Tropical rainforests are populated by large frugivores that feed upon fruit-producing woody species, yet their role in regulating the cycle of globally important biogeochemical elements such as nitrogen is still unknown. This is particularly relevant because tropical forests play a prominent role in the nitrogen cycle and are becoming rapidly defaunated. Furthermore, frugivory is not considered in current plant-large herbivore-nutrient cycling frameworks exclusively focused on grazers and browsers. Here we used a long-term replicated paired control-exclusion experiment in the Atlantic Forest of Brazil, where peccaries and tapirs are the largest native frugivores, to examine the impact of large ground-dwelling frugivores on modulating soil nitrogen cycling, considering their effects across a gradient of abundance of a hyper-dominant palm. We found that both large frugivores and dominant palms play a substantial role in modulating ammonium availability and nitrification rates. Large frugivores increased ammonium by 95%, which also increased additively with palm abundance. Nitrification rates increased with palm abundance in the presence of large frugivores, but not on exclosure plots. Large frugivores also stimulated the regulation of the functions of soil-nitrifying microorganisms, and modulated the landscape-scale variance in nitrogen availability.
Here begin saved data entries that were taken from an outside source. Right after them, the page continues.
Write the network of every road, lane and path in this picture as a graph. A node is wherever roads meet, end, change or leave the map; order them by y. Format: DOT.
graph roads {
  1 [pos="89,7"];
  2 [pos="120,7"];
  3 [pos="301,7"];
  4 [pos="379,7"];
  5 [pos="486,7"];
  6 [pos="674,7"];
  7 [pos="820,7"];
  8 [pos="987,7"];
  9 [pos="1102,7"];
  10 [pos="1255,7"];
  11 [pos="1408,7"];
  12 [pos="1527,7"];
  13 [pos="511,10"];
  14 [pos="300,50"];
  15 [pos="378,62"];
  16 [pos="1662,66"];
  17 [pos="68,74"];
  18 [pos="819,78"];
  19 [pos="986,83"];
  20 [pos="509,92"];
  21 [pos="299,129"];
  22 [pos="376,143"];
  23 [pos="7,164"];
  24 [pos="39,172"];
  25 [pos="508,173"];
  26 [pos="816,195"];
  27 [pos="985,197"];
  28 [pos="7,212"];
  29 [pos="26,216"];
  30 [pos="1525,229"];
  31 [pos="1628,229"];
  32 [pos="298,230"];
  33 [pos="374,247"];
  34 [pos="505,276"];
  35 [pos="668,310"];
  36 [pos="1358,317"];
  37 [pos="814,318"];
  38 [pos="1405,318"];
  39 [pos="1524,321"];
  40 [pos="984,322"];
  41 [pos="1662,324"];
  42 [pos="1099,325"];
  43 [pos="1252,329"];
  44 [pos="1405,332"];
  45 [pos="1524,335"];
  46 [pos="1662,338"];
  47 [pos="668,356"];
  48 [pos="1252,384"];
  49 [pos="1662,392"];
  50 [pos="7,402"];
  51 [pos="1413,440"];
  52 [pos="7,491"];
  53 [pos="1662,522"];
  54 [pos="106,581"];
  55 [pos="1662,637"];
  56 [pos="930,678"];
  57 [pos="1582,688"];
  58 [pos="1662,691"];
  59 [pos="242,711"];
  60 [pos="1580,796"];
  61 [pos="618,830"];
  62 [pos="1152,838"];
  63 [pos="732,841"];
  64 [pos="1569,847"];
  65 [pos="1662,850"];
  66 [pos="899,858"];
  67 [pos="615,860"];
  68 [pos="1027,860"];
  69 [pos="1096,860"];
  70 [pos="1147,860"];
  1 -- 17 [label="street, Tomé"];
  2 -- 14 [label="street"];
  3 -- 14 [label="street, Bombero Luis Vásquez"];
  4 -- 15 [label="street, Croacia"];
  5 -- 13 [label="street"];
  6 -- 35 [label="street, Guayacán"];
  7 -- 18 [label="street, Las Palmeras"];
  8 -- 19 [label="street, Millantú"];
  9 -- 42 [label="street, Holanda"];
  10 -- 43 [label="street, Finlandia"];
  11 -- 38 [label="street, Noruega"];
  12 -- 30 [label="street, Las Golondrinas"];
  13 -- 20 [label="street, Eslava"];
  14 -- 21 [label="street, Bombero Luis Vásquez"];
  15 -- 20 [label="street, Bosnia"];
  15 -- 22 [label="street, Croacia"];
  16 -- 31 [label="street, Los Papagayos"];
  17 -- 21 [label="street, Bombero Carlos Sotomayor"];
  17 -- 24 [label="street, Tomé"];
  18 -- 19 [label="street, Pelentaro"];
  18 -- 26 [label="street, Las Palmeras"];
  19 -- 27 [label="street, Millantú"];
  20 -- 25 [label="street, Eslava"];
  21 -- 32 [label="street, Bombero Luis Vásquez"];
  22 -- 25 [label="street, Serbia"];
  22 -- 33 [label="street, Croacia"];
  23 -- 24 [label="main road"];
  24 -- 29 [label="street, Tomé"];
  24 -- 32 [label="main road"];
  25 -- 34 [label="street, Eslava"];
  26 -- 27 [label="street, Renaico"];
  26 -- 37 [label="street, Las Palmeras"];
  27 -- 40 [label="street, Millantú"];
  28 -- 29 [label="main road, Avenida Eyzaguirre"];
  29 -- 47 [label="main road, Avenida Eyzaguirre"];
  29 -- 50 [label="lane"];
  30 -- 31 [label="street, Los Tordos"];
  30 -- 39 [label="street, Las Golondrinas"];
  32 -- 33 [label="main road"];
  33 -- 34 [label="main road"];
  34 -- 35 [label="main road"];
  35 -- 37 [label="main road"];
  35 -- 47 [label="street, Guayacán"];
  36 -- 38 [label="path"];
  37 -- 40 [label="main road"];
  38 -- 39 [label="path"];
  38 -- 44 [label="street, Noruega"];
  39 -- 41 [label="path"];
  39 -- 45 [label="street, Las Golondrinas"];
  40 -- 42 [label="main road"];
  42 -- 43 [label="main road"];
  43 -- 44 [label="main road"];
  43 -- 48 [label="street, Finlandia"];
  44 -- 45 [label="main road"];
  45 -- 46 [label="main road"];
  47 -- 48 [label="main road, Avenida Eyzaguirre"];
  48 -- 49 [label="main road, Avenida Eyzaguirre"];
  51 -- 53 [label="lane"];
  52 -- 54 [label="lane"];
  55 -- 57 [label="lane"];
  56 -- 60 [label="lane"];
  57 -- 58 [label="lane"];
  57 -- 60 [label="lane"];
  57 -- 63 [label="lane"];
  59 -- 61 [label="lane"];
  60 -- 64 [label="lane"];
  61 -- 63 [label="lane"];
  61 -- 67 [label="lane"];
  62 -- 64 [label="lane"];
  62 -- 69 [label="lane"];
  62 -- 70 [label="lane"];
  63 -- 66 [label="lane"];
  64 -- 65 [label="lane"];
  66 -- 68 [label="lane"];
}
Such joint effects of large frugivores and palms are consistent with the notion of ‘fruiting lawns’. Our study indicates that frugivory plays a pivotal role in zoogeochemistry in tropical forests by regulating and structuring the nitrogen cycle, urging to accommodate frugivory in plant-large herbivore-nutrient cycling frameworks. It also indicates that defaunation, deforestation and illegal palm and timber harvesting seriously affect nitrogen cycling in tropical forests, that play a prominent role in the global cycle of this nutrient. A free Plain Language Summary can be found within the Supporting Information of this article.